### What to work on
Your answer must be an exact copy of the listing below.

### Record set
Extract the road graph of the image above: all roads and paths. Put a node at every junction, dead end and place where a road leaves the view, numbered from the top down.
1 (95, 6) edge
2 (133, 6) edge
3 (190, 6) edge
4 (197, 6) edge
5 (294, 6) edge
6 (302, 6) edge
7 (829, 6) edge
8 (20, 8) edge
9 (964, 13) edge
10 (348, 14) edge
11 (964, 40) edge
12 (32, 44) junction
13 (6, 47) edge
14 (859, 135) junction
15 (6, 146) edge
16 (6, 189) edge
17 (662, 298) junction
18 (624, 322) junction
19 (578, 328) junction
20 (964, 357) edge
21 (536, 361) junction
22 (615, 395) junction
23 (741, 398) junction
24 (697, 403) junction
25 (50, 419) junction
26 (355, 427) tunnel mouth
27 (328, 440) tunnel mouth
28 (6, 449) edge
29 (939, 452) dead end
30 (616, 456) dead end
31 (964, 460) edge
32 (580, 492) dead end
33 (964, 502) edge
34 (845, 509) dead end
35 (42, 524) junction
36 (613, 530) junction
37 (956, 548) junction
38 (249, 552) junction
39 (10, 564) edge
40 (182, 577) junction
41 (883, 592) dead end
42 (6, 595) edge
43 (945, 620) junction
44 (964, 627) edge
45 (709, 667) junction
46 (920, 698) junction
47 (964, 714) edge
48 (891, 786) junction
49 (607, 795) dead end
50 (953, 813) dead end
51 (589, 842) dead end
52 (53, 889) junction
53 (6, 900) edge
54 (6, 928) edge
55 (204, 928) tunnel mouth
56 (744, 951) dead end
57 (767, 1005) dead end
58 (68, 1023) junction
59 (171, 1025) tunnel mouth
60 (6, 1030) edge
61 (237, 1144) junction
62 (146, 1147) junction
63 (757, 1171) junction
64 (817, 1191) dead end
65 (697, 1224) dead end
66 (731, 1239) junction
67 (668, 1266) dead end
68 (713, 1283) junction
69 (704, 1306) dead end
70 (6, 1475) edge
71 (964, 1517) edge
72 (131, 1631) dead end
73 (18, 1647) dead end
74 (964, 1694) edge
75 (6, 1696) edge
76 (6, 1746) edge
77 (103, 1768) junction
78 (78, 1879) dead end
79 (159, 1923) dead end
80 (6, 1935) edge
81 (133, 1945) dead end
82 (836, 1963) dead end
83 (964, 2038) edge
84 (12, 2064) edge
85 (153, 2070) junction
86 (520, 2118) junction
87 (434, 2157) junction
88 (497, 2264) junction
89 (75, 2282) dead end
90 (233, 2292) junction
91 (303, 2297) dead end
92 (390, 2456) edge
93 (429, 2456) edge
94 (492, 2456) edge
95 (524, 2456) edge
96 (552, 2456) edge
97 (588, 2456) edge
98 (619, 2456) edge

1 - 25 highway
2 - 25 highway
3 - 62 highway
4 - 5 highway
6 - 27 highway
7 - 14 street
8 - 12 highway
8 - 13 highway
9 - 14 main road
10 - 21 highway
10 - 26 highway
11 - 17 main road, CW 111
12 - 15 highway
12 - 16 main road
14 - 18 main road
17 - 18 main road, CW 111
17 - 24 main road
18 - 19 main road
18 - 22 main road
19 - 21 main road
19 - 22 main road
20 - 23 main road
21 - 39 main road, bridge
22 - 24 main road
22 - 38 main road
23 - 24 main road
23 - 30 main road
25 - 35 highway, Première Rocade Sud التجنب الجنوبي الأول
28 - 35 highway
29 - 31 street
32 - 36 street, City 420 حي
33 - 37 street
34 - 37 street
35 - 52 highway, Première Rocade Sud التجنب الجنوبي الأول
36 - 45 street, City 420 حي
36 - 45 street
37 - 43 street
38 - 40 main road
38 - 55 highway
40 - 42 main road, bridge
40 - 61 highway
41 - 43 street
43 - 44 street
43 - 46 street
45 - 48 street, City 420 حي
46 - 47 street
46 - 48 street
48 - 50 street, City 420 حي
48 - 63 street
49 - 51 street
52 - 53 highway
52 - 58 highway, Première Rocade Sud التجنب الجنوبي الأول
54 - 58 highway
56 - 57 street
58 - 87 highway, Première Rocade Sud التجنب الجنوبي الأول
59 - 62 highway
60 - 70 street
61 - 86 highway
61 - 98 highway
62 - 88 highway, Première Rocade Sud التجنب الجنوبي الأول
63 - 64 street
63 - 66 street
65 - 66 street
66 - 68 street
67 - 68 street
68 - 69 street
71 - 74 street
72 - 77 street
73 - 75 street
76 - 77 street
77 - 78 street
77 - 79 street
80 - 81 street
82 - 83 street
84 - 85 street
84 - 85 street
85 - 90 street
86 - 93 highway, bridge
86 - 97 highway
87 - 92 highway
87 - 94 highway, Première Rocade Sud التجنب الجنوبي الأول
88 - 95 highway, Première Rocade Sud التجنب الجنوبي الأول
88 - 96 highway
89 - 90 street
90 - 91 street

### Response to this exercise
Extract the road graph of the image above: all roads and paths. Put a node at every junction, dead end and place where a road leaves the view, numbered from the top down.
1 (95, 6) edge
2 (133, 6) edge
3 (190, 6) edge
4 (197, 6) edge
5 (294, 6) edge
6 (302, 6) edge
7 (829, 6) edge
8 (20, 8) edge
9 (964, 13) edge
10 (348, 14) edge
11 (964, 40) edge
12 (32, 44) junction
13 (6, 47) edge
14 (859, 135) junction
15 (6, 146) edge
16 (6, 189) edge
17 (662, 298) junction
18 (624, 322) junction
19 (578, 328) junction
20 (964, 357) edge
21 (536, 361) junction
22 (615, 395) junction
23 (741, 398) junction
24 (697, 403) junction
25 (50, 419) junction
26 (355, 427) tunnel mouth
27 (328, 440) tunnel mouth
28 (6, 449) edge
29 (939, 452) dead end
30 (616, 456) dead end
31 (964, 460) edge
32 (580, 492) dead end
33 (964, 502) edge
34 (845, 509) dead end
35 (42, 524) junction
36 (613, 530) junction
37 (956, 548) junction
38 (249, 552) junction
39 (10, 564) edge
40 (182, 577) junction
41 (883, 592) dead end
42 (6, 595) edge
43 (945, 620) junction
44 (964, 627) edge
45 (709, 667) junction
46 (920, 698) junction
47 (964, 714) edge
48 (891, 786) junction
49 (607, 795) dead end
50 (953, 813) dead end
51 (589, 842) dead end
52 (53, 889) junction
53 (6, 900) edge
54 (6, 928) edge
55 (204, 928) tunnel mouth
56 (744, 951) dead end
57 (767, 1005) dead end
58 (68, 1023) junction
59 (171, 1025) tunnel mouth
60 (6, 1030) edge
61 (237, 1144) junction
62 (146, 1147) junction
63 (757, 1171) junction
64 (817, 1191) dead end
65 (697, 1224) dead end
66 (731, 1239) junction
67 (668, 1266) dead end
68 (713, 1283) junction
69 (704, 1306) dead end
70 (6, 1475) edge
71 (964, 1517) edge
72 (131, 1631) dead end
73 (18, 1647) dead end
74 (964, 1694) edge
75 (6, 1696) edge
76 (6, 1746) edge
77 (103, 1768) junction
78 (78, 1879) dead end
79 (159, 1923) dead end
80 (6, 1935) edge
81 (133, 1945) dead end
82 (836, 1963) dead end
83 (964, 2038) edge
84 (12, 2064) edge
85 (153, 2070) junction
86 (520, 2118) junction
87 (434, 2157) junction
88 (497, 2264) junction
89 (75, 2282) dead end
90 (233, 2292) junction
91 (303, 2297) dead end
92 (390, 2456) edge
93 (429, 2456) edge
94 (492, 2456) edge
95 (524, 2456) edge
96 (552, 2456) edge
97 (588, 2456) edge
98 (619, 2456) edge

1 - 25 highway
2 - 25 highway
3 - 62 highway
4 - 5 highway
6 - 27 highway
7 - 14 street
8 - 12 highway
8 - 13 highway
9 - 14 main road
10 - 21 highway
10 - 26 highway
11 - 17 main road, CW 111
12 - 15 highway
12 - 16 main road
14 - 18 main road
17 - 18 main road, CW 111
17 - 24 main road
18 - 19 main road
18 - 22 main road
19 - 21 main road
19 - 22 main road
20 - 23 main road
21 - 39 main road, bridge
22 - 24 main road
22 - 38 main road
23 - 24 main road
23 - 30 main road
25 - 35 highway, Première Rocade Sud التجنب الجنوبي الأول
28 - 35 highway
29 - 31 street
32 - 36 street, City 420 حي
33 - 37 street
34 - 37 street
35 - 52 highway, Première Rocade Sud التجنب الجنوبي الأول
36 - 45 street, City 420 حي
36 - 45 street
37 - 43 street
38 - 40 main road
38 - 55 highway
40 - 42 main road, bridge
40 - 61 highway
41 - 43 street
43 - 44 street
43 - 46 street
45 - 48 street, City 420 حي
46 - 47 street
46 - 48 street
48 - 50 street, City 420 حي
48 - 63 street
49 - 51 street
52 - 53 highway
52 - 58 highway, Première Rocade Sud التجنب الجنوبي الأول
54 - 58 highway
56 - 57 street
58 - 87 highway, Première Rocade Sud التجنب الجنوبي الأول
59 - 62 highway
60 - 70 street
61 - 86 highway
61 - 98 highway
62 - 88 highway, Première Rocade Sud التجنب الجنوبي الأول
63 - 64 street
63 - 66 street
65 - 66 street
66 - 68 street
67 - 68 street
68 - 69 street
71 - 74 street
72 - 77 street
73 - 75 street
76 - 77 street
77 - 78 street
77 - 79 street
80 - 81 street
82 - 83 street
84 - 85 street
84 - 85 street
85 - 90 street
86 - 93 highway, bridge
86 - 97 highway
87 - 92 highway
87 - 94 highway, Première Rocade Sud التجنب الجنوبي الأول
88 - 95 highway, Première Rocade Sud التجنب الجنوبي الأول
88 - 96 highway
89 - 90 street
90 - 91 street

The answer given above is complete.